» PROBLEM STATEMENT
Would you copy the entries that follow exactly, leaving out every picture?

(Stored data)
[Start of section]

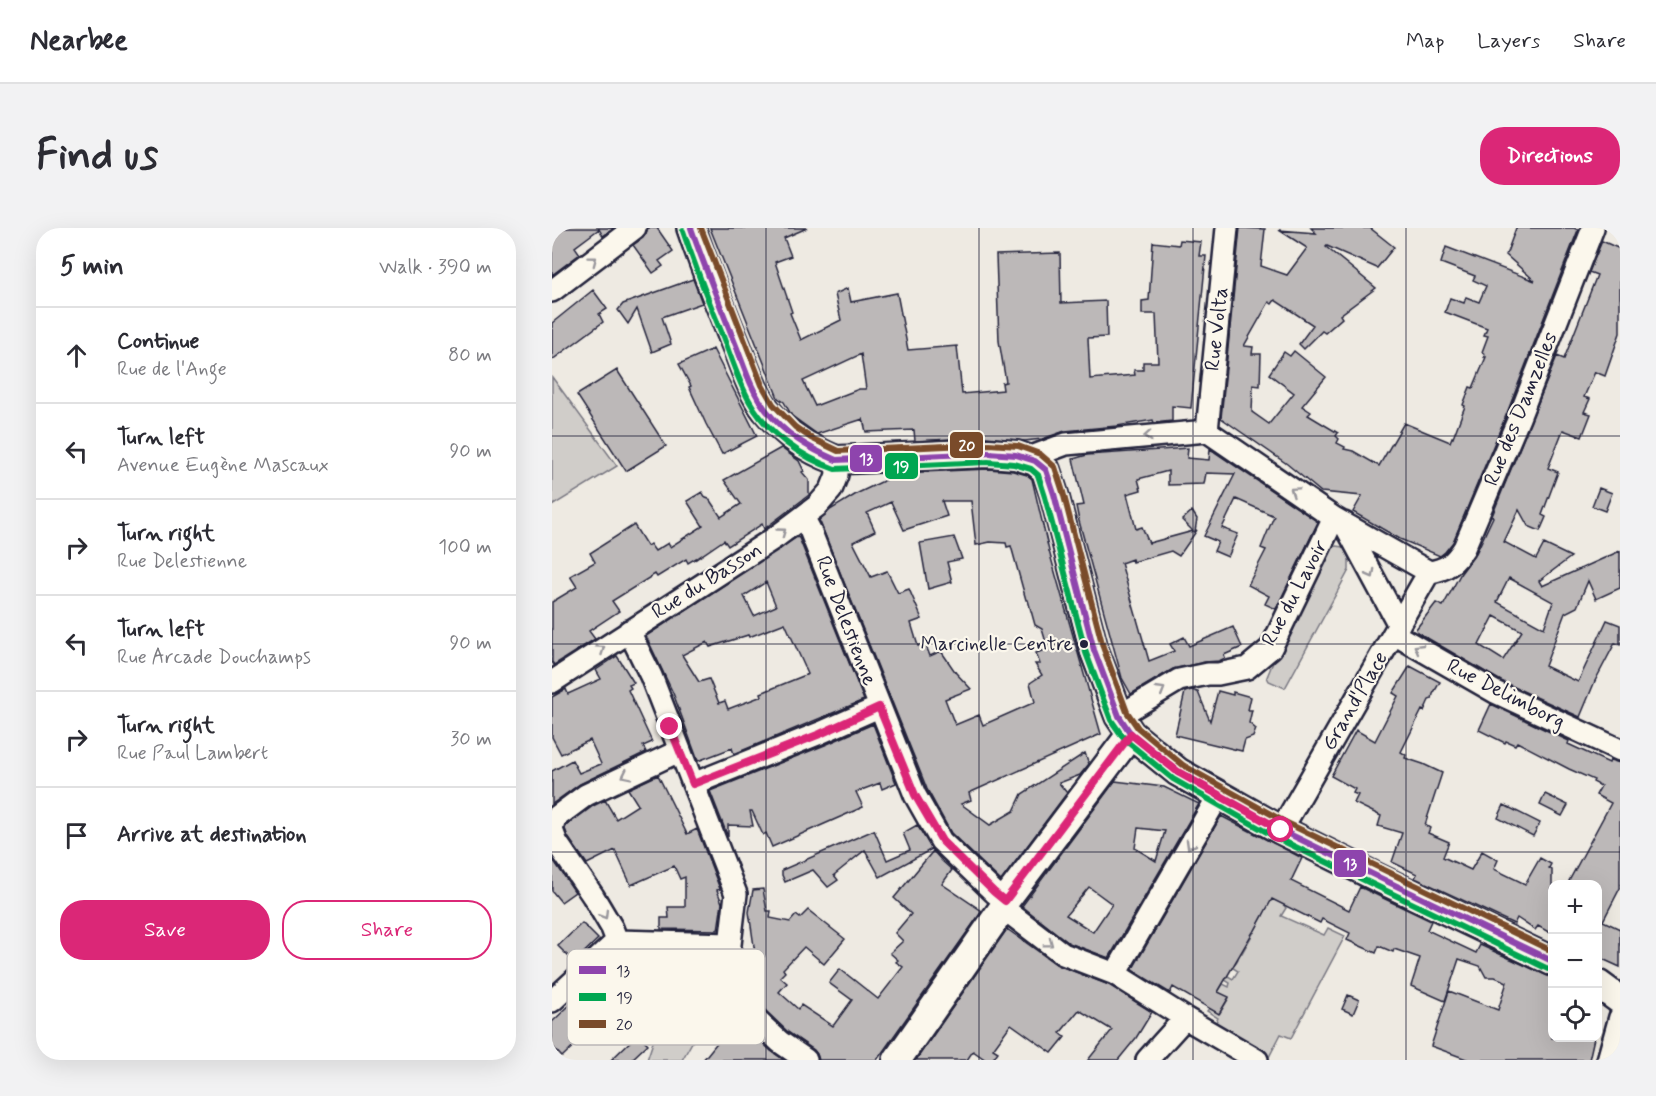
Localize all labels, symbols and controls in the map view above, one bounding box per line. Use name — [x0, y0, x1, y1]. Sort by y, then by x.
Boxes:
text: Nearbee — [30, 23, 128, 60]
text: Map — [1406, 27, 1444, 55]
text: Layers — [1477, 27, 1540, 55]
text: Share — [1573, 27, 1626, 55]
button: Directions — [1480, 127, 1620, 185]
text: Find us — [36, 129, 158, 184]
text: 5 min — [60, 250, 124, 284]
text: Walk · 390 m — [379, 254, 492, 281]
one-way arrow — [587, 256, 598, 267]
street label: Rue Volta — [1199, 286, 1235, 372]
text: Continue — [117, 328, 199, 356]
street label: Rue des Damzelles — [1477, 328, 1565, 490]
icon: ahead — [60, 339, 93, 372]
text: 80 m — [448, 342, 492, 369]
text: Rue de l'Ange — [117, 356, 227, 383]
text: Turn left — [117, 424, 205, 452]
one-way arrow — [1144, 429, 1153, 442]
line badge: 20 — [949, 431, 984, 459]
icon: left — [60, 435, 93, 468]
text: 20 — [959, 436, 976, 457]
text: 90 m — [449, 438, 492, 465]
line badge: 13 — [849, 444, 883, 473]
text: 13 — [859, 449, 873, 470]
text: Avenue Eugène Mascaux — [117, 452, 329, 479]
line badge: 19 — [884, 452, 919, 480]
text: 19 — [893, 457, 909, 478]
one-way arrow — [1290, 487, 1301, 498]
text: Turn right — [117, 520, 215, 548]
one-way arrow — [776, 529, 787, 540]
icon: right — [60, 531, 93, 564]
text: 100 m — [438, 534, 492, 561]
street label: Rue du Lavoir — [1255, 535, 1335, 651]
street label: Rue du Basson — [646, 536, 768, 626]
text: Rue Delestienne — [117, 548, 247, 575]
street label: Rue Delestienne — [808, 552, 884, 690]
one-way arrow — [1364, 568, 1375, 578]
text: Turn left — [117, 616, 205, 644]
icon: left — [60, 627, 93, 660]
text: 90 m — [449, 630, 492, 657]
place label: Marcinelle Centre — [920, 631, 1073, 658]
marker: Marcinelle Centre — [1078, 638, 1090, 650]
text: Rue Arcade Douchamps — [117, 644, 311, 671]
one-way arrow — [1414, 644, 1424, 655]
one-way arrow — [594, 646, 605, 657]
street label: Grand'Place — [1315, 646, 1395, 756]
street label: Rue Delimborg — [1442, 652, 1570, 736]
one-way arrow — [1155, 686, 1165, 698]
text: Turn right — [117, 712, 215, 740]
route end — [656, 713, 682, 739]
icon: right — [60, 723, 93, 756]
text: 30 m — [450, 726, 492, 753]
text: Rue Paul Lambert — [117, 740, 268, 767]
one-way arrow — [622, 768, 633, 780]
route start — [1267, 816, 1293, 842]
icon: arrive — [60, 819, 93, 852]
text: Arrive at destination — [117, 821, 307, 849]
one-way arrow — [1186, 839, 1197, 850]
line badge: 13 — [1333, 849, 1367, 878]
text: 13 — [1343, 854, 1357, 875]
map controls — [1548, 880, 1602, 1042]
button: + — [1548, 880, 1602, 934]
button: Save — [60, 900, 270, 960]
button: Share — [282, 900, 492, 960]
one-way arrow — [597, 909, 608, 919]
button: − — [1548, 934, 1602, 988]
one-way arrow — [1043, 936, 1054, 947]
legend — [567, 949, 765, 1045]
text: 13 — [616, 961, 630, 982]
text: 19 — [616, 988, 633, 1009]
button: locate — [1548, 988, 1602, 1042]
text: 20 — [616, 1015, 633, 1036]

[End of section]

» OUTPUT OF THE TASK
Localize all labels, symbols and controls in the map view above, one bounding box per line. Use name — [x0, y0, x1, y1]. Sort by y, then by x.
Boxes:
text: Nearbee — [30, 23, 128, 60]
text: Map — [1406, 27, 1444, 55]
text: Layers — [1477, 27, 1540, 55]
text: Share — [1573, 27, 1626, 55]
button: Directions — [1480, 127, 1620, 185]
text: Find us — [36, 129, 158, 184]
text: 5 min — [60, 250, 124, 284]
text: Walk · 390 m — [379, 254, 492, 281]
one-way arrow — [587, 256, 598, 267]
street label: Rue Volta — [1199, 286, 1235, 372]
text: Continue — [117, 328, 199, 356]
street label: Rue des Damzelles — [1477, 328, 1565, 490]
icon: ahead — [60, 339, 93, 372]
text: 80 m — [448, 342, 492, 369]
text: Rue de l'Ange — [117, 356, 227, 383]
text: Turn left — [117, 424, 205, 452]
one-way arrow — [1144, 429, 1153, 442]
line badge: 20 — [949, 431, 984, 459]
icon: left — [60, 435, 93, 468]
text: 20 — [959, 436, 976, 457]
text: 90 m — [449, 438, 492, 465]
line badge: 13 — [849, 444, 883, 473]
text: 13 — [859, 449, 873, 470]
text: Avenue Eugène Mascaux — [117, 452, 329, 479]
line badge: 19 — [884, 452, 919, 480]
text: 19 — [893, 457, 909, 478]
one-way arrow — [1290, 487, 1301, 498]
text: Turn right — [117, 520, 215, 548]
one-way arrow — [776, 529, 787, 540]
icon: right — [60, 531, 93, 564]
text: 100 m — [438, 534, 492, 561]
street label: Rue du Lavoir — [1255, 535, 1335, 651]
street label: Rue du Basson — [646, 536, 768, 626]
text: Rue Delestienne — [117, 548, 247, 575]
street label: Rue Delestienne — [808, 552, 884, 690]
one-way arrow — [1364, 568, 1375, 578]
text: Turn left — [117, 616, 205, 644]
icon: left — [60, 627, 93, 660]
text: 90 m — [449, 630, 492, 657]
place label: Marcinelle Centre — [920, 631, 1073, 658]
marker: Marcinelle Centre — [1078, 638, 1090, 650]
text: Rue Arcade Douchamps — [117, 644, 311, 671]
one-way arrow — [1414, 644, 1424, 655]
one-way arrow — [594, 646, 605, 657]
street label: Grand'Place — [1315, 646, 1395, 756]
street label: Rue Delimborg — [1442, 652, 1570, 736]
one-way arrow — [1155, 686, 1165, 698]
text: Turn right — [117, 712, 215, 740]
route end — [656, 713, 682, 739]
icon: right — [60, 723, 93, 756]
text: 30 m — [450, 726, 492, 753]
text: Rue Paul Lambert — [117, 740, 268, 767]
one-way arrow — [622, 768, 633, 780]
route start — [1267, 816, 1293, 842]
icon: arrive — [60, 819, 93, 852]
text: Arrive at destination — [117, 821, 307, 849]
one-way arrow — [1186, 839, 1197, 850]
line badge: 13 — [1333, 849, 1367, 878]
text: 13 — [1343, 854, 1357, 875]
map controls — [1548, 880, 1602, 1042]
button: + — [1548, 880, 1602, 934]
button: Save — [60, 900, 270, 960]
button: Share — [282, 900, 492, 960]
one-way arrow — [597, 909, 608, 919]
button: − — [1548, 934, 1602, 988]
one-way arrow — [1043, 936, 1054, 947]
legend — [567, 949, 765, 1045]
text: 13 — [616, 961, 630, 982]
text: 19 — [616, 988, 633, 1009]
button: locate — [1548, 988, 1602, 1042]
text: 20 — [616, 1015, 633, 1036]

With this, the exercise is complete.